Novos Agentes ambientais voluntários são capacitados para atuar em unidades de conservação do Amazonas

Publicado em: 19 de março de 2018

Essa foi a sétima oficina de formação de agentes ambientais voluntários realizada pelo Instituto Mamirauá, em parceria com a Secretaria de Meio Ambiente do Estado do Amazonas

O trabalho desenvolvido pelos Agentes Ambientais Voluntários (AAVs) é fundamental para o fortalecimento da proteção ambiental nas Reservas Mamirauá e Amanã, no Amazonas. Eles atuam como agentes de informação, orientando quanto à proteção do local onde vivem e auxiliando na gestão do espaço. Para fortalecer esse importante trabalho, o Instituto Mamirauá realizou a sétima oficina de Formação de Agentes Ambientais Voluntários, entre os dias 14 e 16 de março, na comunidade Jubará, Amazonas.

Um grupo de 36 pessoas participou da oficina, conduzida por uma equipe da Secretaria de Meio Ambiente do Estado do Amazonas (Sema). Os participantes discutiram, por meio de dinâmicas, o papel dos AAVs, o que eles podem ou não fazer, além de outros temas relacionados com o meio ambiente e a conservação dos recursos naturais. Após a oficina, os comunitários devem colocar em prática o conhecimento adquirido. “Eles retornam às suas comunidades e fazem uma experiência com os planos de trabalho elaborados durante o curso. A ideia é que eles se sintam motivados a tornar-se oficialmente um agente ambiental voluntário”, explicou Paulo Roberto Souza, técnico do Programa de Gestão Comunitária do Instituto Mamirauá.

Após três meses, a equipe deverá se reunir novamente em uma reunião de avaliação. Aqueles que forem aprovados, receberão uma credencial de Agente Ambiental Voluntário, sendo oficialmente reconhecidos como AAVs.

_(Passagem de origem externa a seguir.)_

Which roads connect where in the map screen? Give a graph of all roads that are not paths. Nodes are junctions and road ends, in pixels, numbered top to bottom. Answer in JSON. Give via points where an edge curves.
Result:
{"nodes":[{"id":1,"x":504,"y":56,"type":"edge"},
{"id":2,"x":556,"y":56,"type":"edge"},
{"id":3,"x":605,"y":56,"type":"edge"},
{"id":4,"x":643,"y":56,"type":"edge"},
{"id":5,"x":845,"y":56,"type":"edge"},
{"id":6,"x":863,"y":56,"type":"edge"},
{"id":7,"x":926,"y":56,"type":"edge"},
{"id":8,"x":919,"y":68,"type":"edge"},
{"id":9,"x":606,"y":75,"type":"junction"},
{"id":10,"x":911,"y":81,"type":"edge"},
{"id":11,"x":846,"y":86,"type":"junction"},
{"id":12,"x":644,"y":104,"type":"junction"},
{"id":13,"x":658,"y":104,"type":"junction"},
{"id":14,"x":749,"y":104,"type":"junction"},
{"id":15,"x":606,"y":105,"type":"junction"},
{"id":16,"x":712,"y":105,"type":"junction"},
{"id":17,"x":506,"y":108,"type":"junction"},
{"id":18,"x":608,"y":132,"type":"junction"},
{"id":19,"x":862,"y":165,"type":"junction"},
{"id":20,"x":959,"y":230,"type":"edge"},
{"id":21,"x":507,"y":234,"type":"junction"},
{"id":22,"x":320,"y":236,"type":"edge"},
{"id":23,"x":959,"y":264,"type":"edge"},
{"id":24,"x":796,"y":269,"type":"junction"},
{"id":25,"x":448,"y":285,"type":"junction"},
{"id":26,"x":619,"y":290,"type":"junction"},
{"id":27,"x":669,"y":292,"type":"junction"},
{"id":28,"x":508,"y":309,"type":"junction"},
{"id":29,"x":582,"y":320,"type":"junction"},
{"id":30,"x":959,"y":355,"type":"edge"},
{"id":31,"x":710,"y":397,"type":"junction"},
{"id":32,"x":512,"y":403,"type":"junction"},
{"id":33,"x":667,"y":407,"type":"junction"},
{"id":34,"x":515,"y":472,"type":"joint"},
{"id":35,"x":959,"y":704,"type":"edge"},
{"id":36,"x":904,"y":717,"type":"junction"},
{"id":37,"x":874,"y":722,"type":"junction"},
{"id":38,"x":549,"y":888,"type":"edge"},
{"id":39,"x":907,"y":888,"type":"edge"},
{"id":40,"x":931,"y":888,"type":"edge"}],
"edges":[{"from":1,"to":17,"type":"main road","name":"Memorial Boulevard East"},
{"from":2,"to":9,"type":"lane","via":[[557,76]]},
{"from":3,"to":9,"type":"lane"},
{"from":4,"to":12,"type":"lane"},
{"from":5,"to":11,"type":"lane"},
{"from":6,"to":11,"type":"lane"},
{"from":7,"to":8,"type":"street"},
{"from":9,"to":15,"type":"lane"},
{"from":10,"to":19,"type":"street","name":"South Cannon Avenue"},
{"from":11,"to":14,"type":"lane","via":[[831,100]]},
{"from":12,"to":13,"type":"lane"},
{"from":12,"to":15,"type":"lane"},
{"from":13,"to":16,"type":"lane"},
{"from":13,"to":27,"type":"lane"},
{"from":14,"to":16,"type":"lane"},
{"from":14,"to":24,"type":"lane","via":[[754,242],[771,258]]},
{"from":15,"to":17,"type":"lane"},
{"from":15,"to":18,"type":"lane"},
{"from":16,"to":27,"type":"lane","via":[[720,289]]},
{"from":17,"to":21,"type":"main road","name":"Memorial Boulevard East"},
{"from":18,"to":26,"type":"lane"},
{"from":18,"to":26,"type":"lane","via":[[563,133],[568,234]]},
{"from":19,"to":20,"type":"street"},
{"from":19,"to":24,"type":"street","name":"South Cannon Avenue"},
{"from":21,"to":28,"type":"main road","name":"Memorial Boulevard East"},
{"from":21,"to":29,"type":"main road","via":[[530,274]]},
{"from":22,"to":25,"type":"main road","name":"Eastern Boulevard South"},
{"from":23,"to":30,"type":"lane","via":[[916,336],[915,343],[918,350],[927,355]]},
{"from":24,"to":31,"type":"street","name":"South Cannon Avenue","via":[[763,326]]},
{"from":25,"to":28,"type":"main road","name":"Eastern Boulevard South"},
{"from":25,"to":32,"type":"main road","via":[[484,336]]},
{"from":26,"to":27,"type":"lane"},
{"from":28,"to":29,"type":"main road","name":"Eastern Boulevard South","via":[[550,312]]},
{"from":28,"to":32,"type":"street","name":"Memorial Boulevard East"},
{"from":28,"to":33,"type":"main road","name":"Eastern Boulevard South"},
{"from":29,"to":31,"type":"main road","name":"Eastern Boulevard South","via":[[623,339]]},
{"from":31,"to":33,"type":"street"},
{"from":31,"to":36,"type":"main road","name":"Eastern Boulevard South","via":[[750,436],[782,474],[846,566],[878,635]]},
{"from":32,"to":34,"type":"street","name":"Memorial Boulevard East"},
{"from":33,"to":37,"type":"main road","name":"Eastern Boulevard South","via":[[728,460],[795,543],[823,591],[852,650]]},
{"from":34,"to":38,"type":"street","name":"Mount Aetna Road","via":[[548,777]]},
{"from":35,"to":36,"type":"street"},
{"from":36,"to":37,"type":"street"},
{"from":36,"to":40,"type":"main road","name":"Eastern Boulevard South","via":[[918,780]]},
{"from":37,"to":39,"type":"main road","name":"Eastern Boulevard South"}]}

Com o conhecimento adquirido na oficina, o agente indígena de saneamento, Erivan Marinho, espera aprimorar o trabalho que desenvolve na aldeia São Pedro, terra indígena Cuiu-cuiu, limite com a Reserva Amanã. “Eu vim aqui aprender mais sobre como conservar o meio ambiente. Para mim, esse trabalho é muito importante e, por isso, eu quero levar esse conhecimento para as outras pessoas da minha aldeia”, afirmou.

Proteção Ambiental

A formação de AVVs é uma das apostas do Instituto Mamirauá para auxiliar as atividades de conservação ambiental nas unidades de conservação. “A gente entende que ter essas pessoas, com esse ânimo e disponibilidade, para realizar o trabalho de proteção é muito importante. Os comunitários são os primeiros interessados no uso dos recursos, e, sem proteção, não temos garantia que esses recursos perdurem”, ressaltou Paulo Roberto.

Além de atuar na capacitação dos agentes ambientais voluntários, o Programa de Gestão Comunitária do Instituto Mamirauá realiza um acompanhamento das atividades desenvolvidas por eles. “Nós realizamos quatro viagens anuais para monitorar as atividades dos AAVs. A partir desse acompanhamento, identificamos as suas necessidades e atuamos para resolver as dificuldades que eles apontam”, afirmou o educador ambiental, Hudson Araújo.

Esta ação faz parte do projeto “Participação e Sustentabilidade: O Uso Adequado da Biodiversidade e a Redução das Emissões de Carbono nas Florestas da Amazônia Central” (BioREC), do Instituto Mamirauá, unidade de pesquisa do Ministério da Ciência, Tecnologia, Inovações e Comunicação. O projeto tem financiamento do Fundo Amazônia, gerido pelo Banco Nacional de Desenvolvimento Social (BNDES).

Projeto Ciência Cidadã para a Amazônia

Durante a oficina, os participantes conheceram o projeto “Ciência Cidadã para a Amazônia”, desenvolvido pela Wildlife Conservartion Society, em parceria com o Instituto Mamirauá. Na apresentação, Vanessa Eyng, analista de pesquisa do projeto, ressaltou a importância dos peixes migratórios para a bacia do rio Amazonas. A partir do caminho de migração da dourada o grupo discutiu a importância da sistematização de dados sobre pesca.

Os comunitários receberam informações preliminares sobre o aplicativo que o “Ciência Cidadã para Amazônia” está desenvolvendo. É por meio dessa tecnologia que o projeto pretende mobilizar informações de pescadores, pescadoras, estudantes e cientistas do Brasil, do Peru e da Bolívia. A turma de AAVs deverá participar como usuária do aplicativo na primeira etapa do projeto.